Creative Thinkers

Pablo Picasso

Pablo Picasso's name is immediately recognisable and he is often used as a case study for creativity. Inspired to break away from his classical training by a group of radicals in a cafe in Barcelona, this 20th century artist went on to co-create Cubism.

"Everything you can imagine is real."

Despite Picasso's groundbreaking and unusual style, he had first received classical training in Barcelona and then Madrid. Picasso found inspiration in areas that were not typically documented within classical art, finding prostitutes and beggars to be his subjects. With his classical training behind him, Picasso began on a lifelong course of experimentation.

Picasso and his friend Georges Braque are both attributed with the creation of cubism as they worked together to challenge the perception of modern art. Their first step towards cubism can be seen in the painting Les Demoiselles d'Avignon, which depicted 5 naked prostitutes in an abstract and blotchy style. The idea behind cubism was to portray the world from multiple viewpoints instead of just one, making their audience do the work, as they try to work out what they can see.

Although it was not well received by all critics, cubism is acknowledged as one of the most influential styles of modern art and changed perceptions for artists and audiences alike.
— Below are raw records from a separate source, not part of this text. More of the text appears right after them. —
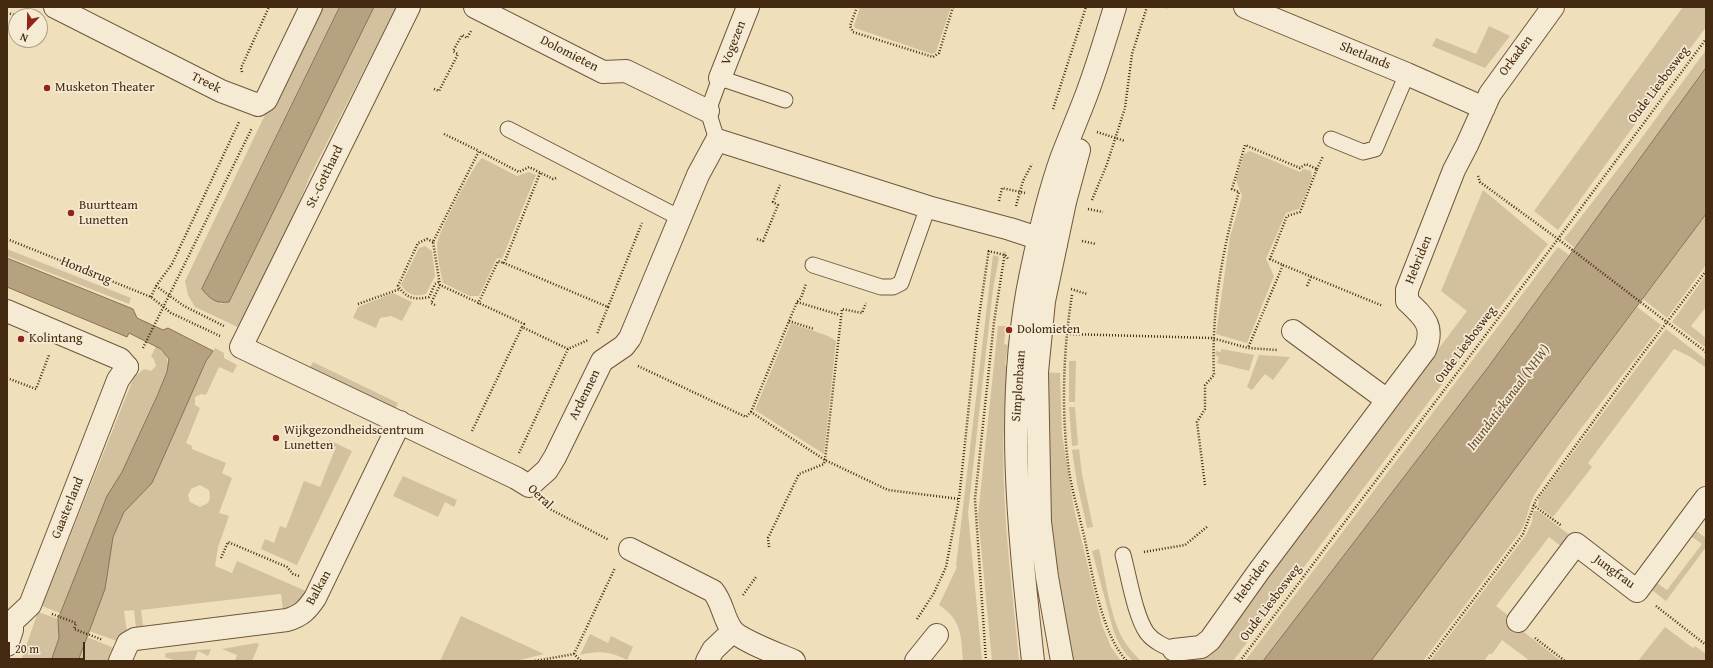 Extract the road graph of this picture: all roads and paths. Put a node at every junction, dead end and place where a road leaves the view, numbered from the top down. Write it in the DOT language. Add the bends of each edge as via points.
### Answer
graph roads {
  1 [pos="55,7"];
  2 [pos="269,7"];
  3 [pos="311,7"];
  4 [pos="408,7"];
  5 [pos="748,7"];
  6 [pos="857,7"];
  7 [pos="953,7"];
  8 [pos="1115,7"];
  9 [pos="1147,7"];
  10 [pos="1245,7"];
  11 [pos="1553,7"];
  12 [pos="478,8"];
  13 [pos="1706,39"];
  14 [pos="1407,74"];
  15 [pos="720,78"];
  16 [pos="434,89"];
  17 [pos="785,100"];
  18 [pos="253,103"];
  19 [pos="1484,108"];
  20 [pos="708,111"];
  21 [pos="508,129"];
  22 [pos="1094,132"];
  23 [pos="444,134"];
  24 [pos="1116,138"];
  25 [pos="1331,139"];
  26 [pos="717,140"];
  27 [pos="1125,141"];
  28 [pos="1467,145"];
  29 [pos="479,151"];
  30 [pos="566,159"];
  31 [pos="789,163"];
  32 [pos="540,173"];
  33 [pos="650,203"];
  34 [pos="928,208"];
  35 [pos="1087,215"];
  36 [pos="680,218"];
  37 [pos="995,225"];
  38 [pos="1083,234"];
  39 [pos="7,239"];
  40 [pos="757,239"];
  41 [pos="1558,239"];
  42 [pos="1047,241"];
  43 [pos="1082,241"];
  44 [pos="433,242"];
  45 [pos="1096,244"];
  46 [pos="1081,245"];
  47 [pos="988,251"];
  48 [pos="504,263"];
  49 [pos="813,265"];
  50 [pos="1283,265"];
  51 [pos="1014,266"];
  52 [pos="1706,271"];
  53 [pos="1311,277"];
  54 [pos="1074,283"];
  55 [pos="439,284"];
  56 [pos="874,284"];
  57 [pos="1307,286"];
  58 [pos="400,289"];
  59 [pos="151,297"];
  60 [pos="1407,301"];
  61 [pos="797,302"];
  62 [pos="358,304"];
  63 [pos="478,304"];
  64 [pos="436,305"];
  65 [pos="162,307"];
  66 [pos="608,307"];
  67 [pos="7,311"];
  68 [pos="841,315"];
  69 [pos="789,321"];
  70 [pos="1668,323"];
  71 [pos="522,327"];
  72 [pos="814,330"];
  73 [pos="1293,331"];
  74 [pos="1067,334"];
  75 [pos="590,338"];
  76 [pos="1212,338"];
  77 [pos="234,343"];
  78 [pos="1312,344"];
  79 [pos="144,345"];
  80 [pos="624,346"];
  81 [pos="1248,348"];
  82 [pos="568,349"];
  83 [pos="1706,352"];
  84 [pos="50,354"];
  85 [pos="7,378"];
  86 [pos="1387,400"];
  87 [pos="751,412"];
  88 [pos="400,422"];
  89 [pos="471,433"];
  90 [pos="517,456"];
  91 [pos="825,460"];
  92 [pos="1205,485"];
  93 [pos="529,486"];
  94 [pos="1706,498"];
  95 [pos="959,499"];
  96 [pos="1533,504"];
  97 [pos="1208,526"];
  98 [pos="1563,527"];
  99 [pos="769,547"];
  100 [pos="627,548"];
  101 [pos="1123,555"];
  102 [pos="222,558"];
  103 [pos="756,577"];
  104 [pos="321,586"];
  105 [pos="1637,591"];
  106 [pos="740,601"];
  107 [pos="48,612"];
  108 [pos="9,619"];
  109 [pos="1518,621"];
  110 [pos="914,624"];
  111 [pos="733,631"];
  112 [pos="936,635"];
  113 [pos="105,641"];
  114 [pos="7,645"];
  115 [pos="1706,645"];
  116 [pos="1174,650"];
  117 [pos="124,652"];
  118 [pos="574,654"];
  119 [pos="535,661"];
  120 [pos="581,661"];
  121 [pos="707,661"];
  122 [pos="794,661"];
  123 [pos="916,661"];
  124 [pos="1033,661"];
  125 [pos="1062,661"];
  126 [pos="1127,661"];
  127 [pos="1240,661"];
  128 [pos="1427,661"];
  129 [pos="1565,661"];
  1 -- 18 [label="street, Treek" via="221,91"];
  2 -- 18 [label="path" via="241,68"];
  3 -- 18 [label="street" via="266,100"];
  4 -- 77 [label="street, St.-Gotthard"];
  5 -- 15 [label="street, Vogezen"];
  6 -- 7 [label="path" via="850,26 853,32 933,57 939,53"];
  8 -- 42 [label="street, Simplonbaan" via="1061,160"];
  9 -- 24 [label="path" via="1132,54 1125,108"];
  10 -- 14 [label="street, Shetlands"];
  11 -- 19 [label="street, Orkaden" via="1496,83"];
  12 -- 16 [label="path" via="467,38 462,35 453,51 458,54 439,91"];
  12 -- 20 [label="street, Dolomieten" via="603,72 626,71"];
  13 -- 41 [label="path, Oude Liesbosweg"];
  14 -- 19 [label="street, Shetlands"];
  14 -- 25 [label="lane" via="1375,149 1363,152"];
  15 -- 17 [label="lane"];
  15 -- 20 [label="lane"];
  18 -- 59 [label="path" via="172,264"];
  18 -- 65 [label="path" via="252,128"];
  19 -- 28 [label="street, Hebriden"];
  20 -- 26 [label="lane"];
  21 -- 30 [label="lane"];
  22 -- 24 [label="path"];
  23 -- 29 [label="path"];
  24 -- 27 [label="path"];
  24 -- 35 [label="path"];
  26 -- 31 [label="street"];
  26 -- 36 [label="street, Ardennen" via="698,175"];
  28 -- 41 [label="path" via="1480,182"];
  28 -- 60 [label="street, Hebriden" via="1454,170 1407,290"];
  29 -- 32 [label="path" via="519,172 529,167"];
  29 -- 44 [label="path"];
  30 -- 32 [label="path" via="557,178 553,179"];
  30 -- 33 [label="lane"];
  31 -- 34 [label="street"];
  31 -- 40 [label="path" via="773,202 778,205 763,242"];
  32 -- 48 [label="path"];
  33 -- 36 [label="lane"];
  33 -- 66 [label="path"];
  34 -- 37 [label="street"];
  34 -- 56 [label="lane" via="901,283 893,287"];
  36 -- 80 [label="street, Ardennen" via="630,338"];
  37 -- 42 [label="street"];
  37 -- 47 [label="path"];
  38 -- 43 [label="path"];
  39 -- 59 [label="path, Hondsrug"];
  41 -- 70 [label="path"];
  41 -- 127 [label="path, Oude Liesbosweg"];
  42 -- 124 [label="street, Simplonbaan" via="1031,274 1016,400 1019,526"];
  42 -- 125 [label="street, Simplonbaan" via="1038,356 1037,447 1040,522"];
  43 -- 45 [label="path"];
  43 -- 46 [label="path"];
  44 -- 55 [label="path"];
  44 -- 58 [label="path" via="427,239 418,243 398,286"];
  47 -- 51 [label="path" via="1005,255"];
  47 -- 95 [label="path"];
  48 -- 63 [label="path" via="498,261"];
  48 -- 66 [label="path"];
  49 -- 56 [label="lane"];
  49 -- 61 [label="path" via="801,298"];
  50 -- 53 [label="path"];
  50 -- 76 [label="path" via="1270,259 1286,216 1300,212 1317,169 1306,164 1300,168 1245,145 1232,189 1239,192 1225,244"];
  50 -- 81 [label="path"];
  52 -- 70 [label="path"];
  53 -- 57 [label="path"];
  53 -- 60 [label="path" via="1386,307"];
  54 -- 74 [label="path"];
  55 -- 58 [label="path" via="435,284 429,297 416,299 403,294"];
  55 -- 63 [label="path"];
  55 -- 64 [label="path" via="431,303"];
  56 -- 68 [label="path" via="862,313 842,309"];
  58 -- 62 [label="path"];
  59 -- 65 [label="path, Hondsrug"];
  60 -- 86 [label="street, Hebriden" via="1429,327 1430,339 1425,350"];
  61 -- 68 [label="path"];
  61 -- 69 [label="path"];
  63 -- 71 [label="path" via="524,324"];
  65 -- 77 [label="path, Hondsrug"];
  65 -- 79 [label="path"];
  66 -- 80 [label="path" via="597,335"];
  67 -- 108 [label="street, Gaasterland" via="120,358 127,367 118,380 30,605"];
  68 -- 91 [label="path"];
  69 -- 72 [label="path"];
  69 -- 87 [label="path"];
  70 -- 83 [label="path"];
  70 -- 96 [label="path"];
  71 -- 82 [label="path"];
  71 -- 89 [label="path"];
  73 -- 78 [label="street"];
  74 -- 76 [label="path"];
  74 -- 126 [label="path" via="1064,403 1069,471 1096,588 1114,642"];
  75 -- 82 [label="path"];
  76 -- 81 [label="path"];
  76 -- 92 [label="path" via="1214,375 1205,386 1205,409 1197,422"];
  77 -- 88 [label="street, Oeral"];
  78 -- 81 [label="path" via="1283,351"];
  78 -- 86 [label="street"];
  80 -- 87 [label="path" via="639,366 746,418"];
  80 -- 93 [label="street, Ardennen" via="602,361 555,457 547,470"];
  82 -- 90 [label="path"];
  84 -- 85 [label="path" via="36,389"];
  86 -- 116 [label="street, Hebriden" via="1210,640 1201,647"];
  87 -- 91 [label="path"];
  88 -- 93 [label="street, Oeral"];
  88 -- 104 [label="street, Balkan"];
  91 -- 95 [label="path" via="888,490"];
  91 -- 99 [label="path" via="824,464 799,474 768,538"];
  93 -- 100 [label="path, Oeral" via="546,507"];
  94 -- 105 [label="street, Jungfrau"];
  95 -- 110 [label="path" via="946,567 934,593"];
  96 -- 98 [label="path"];
  96 -- 128 [label="path" via="1523,534"];
  97 -- 101 [label="path" via="1185,545"];
  100 -- 111 [label="street" via="713,592 720,599 726,620"];
  100 -- 118 [label="path"];
  101 -- 116 [label="lane, Hebriden" via="1140,620 1148,634 1162,645"];
  102 -- 104 [label="path" via="228,542 287,567 293,574"];
  103 -- 106 [label="path"];
  104 -- 117 [label="street, Balkan" via="306,611 297,617 135,639"];
  105 -- 109 [label="street, Jungfrau" via="1576,544"];
  105 -- 115 [label="path"];
  107 -- 113 [label="path" via="76,623 74,629"];
  108 -- 114 [label="street, Gaasterland" via="12,630"];
  109 -- 129 [label="path" via="1520,627"];
  111 -- 121 [label="street" via="712,650"];
  111 -- 122 [label="street"];
  112 -- 123 [label="street"];
  118 -- 119 [label="path"];
  118 -- 120 [label="path"];
}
One only has to read a few quotes to surmise that Picasso had a healthy appetite for play and experimentation: "Every child is an artist. The problem is how to remain an artist once we grow up," and "The chief enemy of creativity is 'good' sense." And then there's our favourite: "Everything you can imagine is real". Picasso also took inspiration from everywhere - for example some of the figures in Les Demoiselles d'Avignon were inspired by African artifacts.


As well as his collaboration with Braque, Picasso embarked on a number of creative partnerships - for example he and composer Igor Stravinsky collaborated on Pulcinella in 1920.


Although his style changed throughout the years, Picasso was a prolific artist and was continuously creative throughout his life. He is listed in the Guinness World Records as the most prolific painter - counting 13,500 paintings and designs, 100,000 prints and engravings, 34,000 book illustrations and 300 sculptures and ceramics. By maintaining this level of creativity he gave himself the best possible chance of creating a groundbreaking artistic movement.


  • His full name was 23 words long; Pablo Diego José Francisco de Paula Juan Nepomuceno María de los Remedios Cipriano de la Santísima Trinidad Martyr Patricio Clito Ruíz y Picasso
  • In 1911 when the Mona Lisa was stolen from the Louvre, Picasso himself was brought in by the police for questioning.
  • More of his paintings have been stolen than any other artist's, with over 500 of his works listed as missing.
  • Picasso’s paintings are now considered to be some of the most expensive paintings in the world. Nude, Green Leaves and Bust was sold in 2010 for $106.5 million.